Input #0, mov,mp4,m4a,3gp,3g2,mj2, from ‘1_recorded_audio_1701849225592.mp4’:
Metadata:
major_brand : iso5
minor_version : 1
compatible_brands: isomiso5hlsf
creation_time : 2023-12-06T07:53:40.000000Z
Duration: 00:00:04.95, start: 0.000000, bitrate: 188 kb/s
Stream #0:00x1: Audio: aac (LC) (mp4a / 0x6134706D), 44100 Hz, mono, fltp, 185 kb/s (default)
Metadata:
creation_time : 2023-12-06T07:53:40.000000Z
handler_name : Core Media Audio
vendor_id : [0][0][0][0]

CHROME

Input #0, matroska,webm, from ‘1_recorded_audio_1701849299527.mp4’:
Metadata:
encoder : Opera
Duration: N/A, start: 0.000000, bitrate: N/A
Stream #0:0(eng): Audio: opus, 48000 Hz, mono, fltp (default)

oh… maybe i got it.

while i was writing the post, i noticed the ffprobe output and it seems that the mediarecorder js library on ios saves the files using the codec AAC :sweat_smile:

i think this is the main issue, i’d leave the discussion for the community is somebody has the same problem.

Advices are welcomed!

if it is possible, process your audio data using ffmpeg in the backend. this will fix the issue.

1 Like

Quick update:

  • i applied this solution
  • python has a “subprocess” function that’s it’s able to open subprocesses at the system level
  • the server i’m using has ffmpeg installed
  • the use case is to record quick voice notes and turn them into a todolist: the use of ffmpeg is perfectly acceptable.
  • it works cross-system!

Case closed!

Not for me…same process, with ffmpeg in a python backend but still same 404 error. Which format is ffmpeg converting to?

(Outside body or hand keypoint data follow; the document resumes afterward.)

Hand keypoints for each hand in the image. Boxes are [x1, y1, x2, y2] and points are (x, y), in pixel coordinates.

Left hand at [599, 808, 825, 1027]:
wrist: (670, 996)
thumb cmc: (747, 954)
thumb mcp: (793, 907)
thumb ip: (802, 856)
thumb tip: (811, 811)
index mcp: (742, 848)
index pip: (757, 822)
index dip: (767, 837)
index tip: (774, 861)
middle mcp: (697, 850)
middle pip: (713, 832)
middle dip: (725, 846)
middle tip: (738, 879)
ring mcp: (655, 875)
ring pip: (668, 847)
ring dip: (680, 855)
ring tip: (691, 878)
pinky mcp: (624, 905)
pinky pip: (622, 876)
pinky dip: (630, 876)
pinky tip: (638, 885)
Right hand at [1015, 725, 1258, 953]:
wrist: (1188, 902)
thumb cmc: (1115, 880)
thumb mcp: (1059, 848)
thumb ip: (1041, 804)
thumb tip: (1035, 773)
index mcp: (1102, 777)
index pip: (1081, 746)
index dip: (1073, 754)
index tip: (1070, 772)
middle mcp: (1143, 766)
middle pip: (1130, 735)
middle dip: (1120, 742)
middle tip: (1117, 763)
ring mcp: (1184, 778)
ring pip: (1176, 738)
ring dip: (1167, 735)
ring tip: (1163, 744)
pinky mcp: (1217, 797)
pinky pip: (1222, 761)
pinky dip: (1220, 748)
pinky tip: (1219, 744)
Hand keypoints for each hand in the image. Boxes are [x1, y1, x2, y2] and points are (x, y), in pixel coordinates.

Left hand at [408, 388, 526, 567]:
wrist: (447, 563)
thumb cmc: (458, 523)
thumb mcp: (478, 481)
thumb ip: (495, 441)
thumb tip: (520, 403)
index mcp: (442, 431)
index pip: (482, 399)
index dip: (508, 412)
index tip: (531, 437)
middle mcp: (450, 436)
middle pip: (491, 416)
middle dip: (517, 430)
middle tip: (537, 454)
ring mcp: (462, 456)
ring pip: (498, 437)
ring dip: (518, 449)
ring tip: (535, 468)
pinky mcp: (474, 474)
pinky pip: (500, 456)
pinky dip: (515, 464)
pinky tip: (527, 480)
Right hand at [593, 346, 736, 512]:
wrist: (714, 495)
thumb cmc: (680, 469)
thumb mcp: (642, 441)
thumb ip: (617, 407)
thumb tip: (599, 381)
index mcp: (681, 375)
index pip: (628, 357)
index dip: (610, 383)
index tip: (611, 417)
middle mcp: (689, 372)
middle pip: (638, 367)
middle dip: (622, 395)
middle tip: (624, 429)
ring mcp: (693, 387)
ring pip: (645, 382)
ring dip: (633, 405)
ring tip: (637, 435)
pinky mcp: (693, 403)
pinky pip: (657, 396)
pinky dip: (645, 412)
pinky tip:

I’m using mp3 as target format and it works!

def convert_audio(input_file: str, output_format: str = "mp3"):
    output_file = f"{input_file.rsplit('.', 1)[0]}.{output_format}"
    command = ['ffmpeg', '-i', input_file, output_file]
    process = subprocess.run(command, stdout=subprocess.PIPE, stderr=subprocess.PIPE)
    
    #app_logger.info(f"Output ffmpeg: {process.stdout.decode()}")
    #app_logger.error(f"Errori ffmpeg: {process.stderr.decode()}")

    return output_file
1 Like

Thank you, I will try.
Had to give up yesterday and use another service, very irritating.